Die digitale Zukunft hat die Kommunen längst erreicht: Kaum eine Bürgermeisterdienstbesprechung kommt ohne Gespräche zu diesem Thema aus, kaum eine Verwaltung hat nicht bereits Digitalisierungsvorhaben diskutiert oder bereits umgesetzt. Kein Rat schafft es durch die Legislatur, ohne eigene Vorstellungen zur kommunalen Digitalisierung vor Ort zu entwickelt. Die Digitalisierung ist überall, und doch meist auch nirgendwo. Mit einzelnen Digitalisierungsprojekten kann in Kommunen mit wenig Aufwand viel erreicht werden. Aber sobald Projekte größer und umfassender werden, treten sie in Konkurrenz zu anderen kommunalen Prozessen, die noch klassisch analog stattfinden. Schnell wird die Schwelle erreicht, an der eine Strategie nötig wird, um die beabsichtigten Veränderungen von verschiedenen Projekten zu berücksichtigen und die Vorhaben einem gemeinsamen Ziel zu verschreiben. Schnell wird auch die Schwelle erreicht, an der eine Verwaltung nicht mehr sinnvoll allein agieren kann. Denn die Digitalisierung kann nur dann Vorteile für eine Kommune bringen, wenn sie als das begriffen wird, was sie ist: eine Kooperationsverpflichtung für alle in der Kommune – Verwaltung, Politik, Bürgerinnen und Bürger ebenso wie Unternehmen oder Vereine. Allen zusammen ist es möglich, den besten Nutzen für sich zu identifizieren, die größten Potentiale auszuschöpfen und die Zukunft der eigenen Heimat immer im Blick zu behalten.

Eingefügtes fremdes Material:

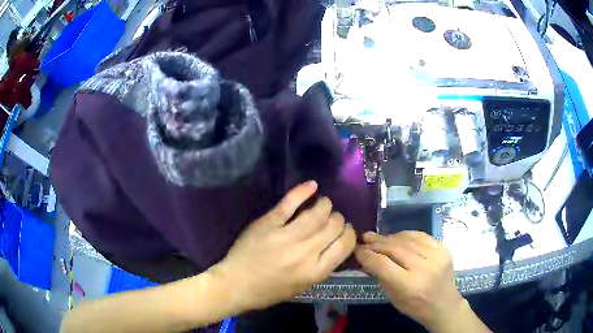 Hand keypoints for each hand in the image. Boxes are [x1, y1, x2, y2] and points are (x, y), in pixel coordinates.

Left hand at [211, 181, 355, 312]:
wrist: (236, 284)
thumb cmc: (270, 290)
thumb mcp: (303, 286)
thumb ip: (321, 266)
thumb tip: (335, 243)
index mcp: (316, 271)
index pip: (345, 244)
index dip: (349, 233)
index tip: (344, 230)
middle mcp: (306, 252)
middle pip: (334, 225)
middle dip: (338, 219)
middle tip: (332, 218)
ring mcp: (287, 236)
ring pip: (317, 212)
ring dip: (325, 204)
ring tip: (324, 203)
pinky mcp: (269, 223)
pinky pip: (290, 203)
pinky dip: (303, 191)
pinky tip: (313, 185)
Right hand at [355, 231, 489, 332]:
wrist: (444, 305)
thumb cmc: (415, 306)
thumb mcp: (393, 298)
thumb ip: (381, 276)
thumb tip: (367, 257)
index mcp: (410, 285)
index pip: (383, 264)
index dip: (367, 255)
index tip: (357, 250)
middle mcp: (424, 268)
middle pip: (395, 249)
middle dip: (377, 243)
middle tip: (364, 239)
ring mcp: (437, 256)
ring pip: (408, 240)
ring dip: (389, 237)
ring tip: (377, 237)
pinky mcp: (444, 249)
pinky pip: (421, 236)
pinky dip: (406, 234)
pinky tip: (396, 236) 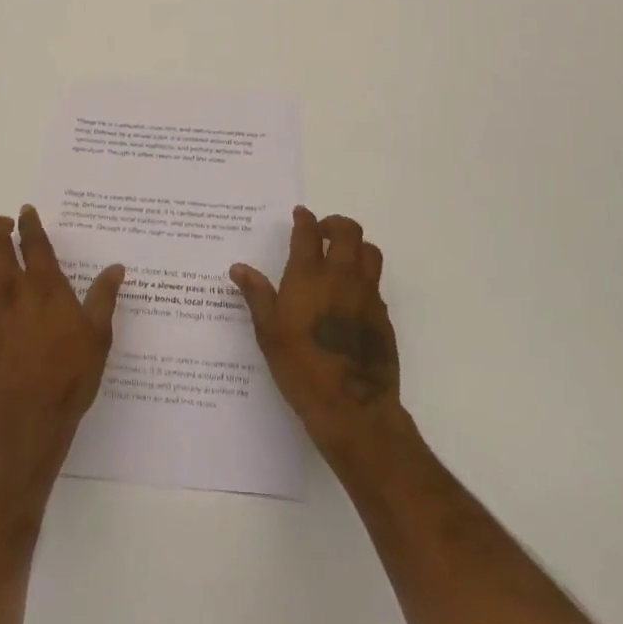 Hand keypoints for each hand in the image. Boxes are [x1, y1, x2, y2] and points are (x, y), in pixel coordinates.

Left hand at [0, 206, 125, 471]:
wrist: (22, 422)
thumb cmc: (67, 377)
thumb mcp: (98, 337)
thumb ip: (104, 298)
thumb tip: (117, 268)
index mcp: (44, 285)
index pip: (32, 241)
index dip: (29, 222)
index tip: (26, 211)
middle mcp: (9, 289)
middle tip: (3, 224)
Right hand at [230, 207, 402, 457]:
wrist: (353, 409)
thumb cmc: (302, 370)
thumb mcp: (269, 334)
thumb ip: (257, 296)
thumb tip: (239, 268)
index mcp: (309, 277)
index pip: (309, 233)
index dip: (305, 219)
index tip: (301, 214)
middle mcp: (341, 277)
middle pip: (348, 231)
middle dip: (335, 224)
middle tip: (322, 232)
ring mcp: (367, 295)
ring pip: (370, 252)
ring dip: (356, 246)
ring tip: (341, 257)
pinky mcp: (383, 315)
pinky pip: (376, 283)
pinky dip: (364, 278)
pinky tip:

Es gibt keinen fertigen Plan, den eine Kommune umsetzen kann um smart city oder smart country zu werden. Es braucht viel Kooperation, viel Diskussion und viele Ideen. Um dies alles zu bündeln, dienen individuelle kommunale Digitalisierungstrategien als hervorragender Rahmen, der alles zusammenhält und dafür sorgt, dass am Ende ein Plan steht, der genau auf die Kommune passt, die ihn erstellt hat. Digitalisierung nach Maß, das sind kommunale Digitalisierungsstrategien.

Ohne kommunale Digitalisierungsstrategie bleiben alle Bemühungen Stückwerk

Es zeigt sich deutlich, dass es für Fortschritte in der kommunalen Digitalisierung drei Elemente braucht: Förderprogramme, vorbildhafte Wettbewerbe und eine individuelle Strategie. 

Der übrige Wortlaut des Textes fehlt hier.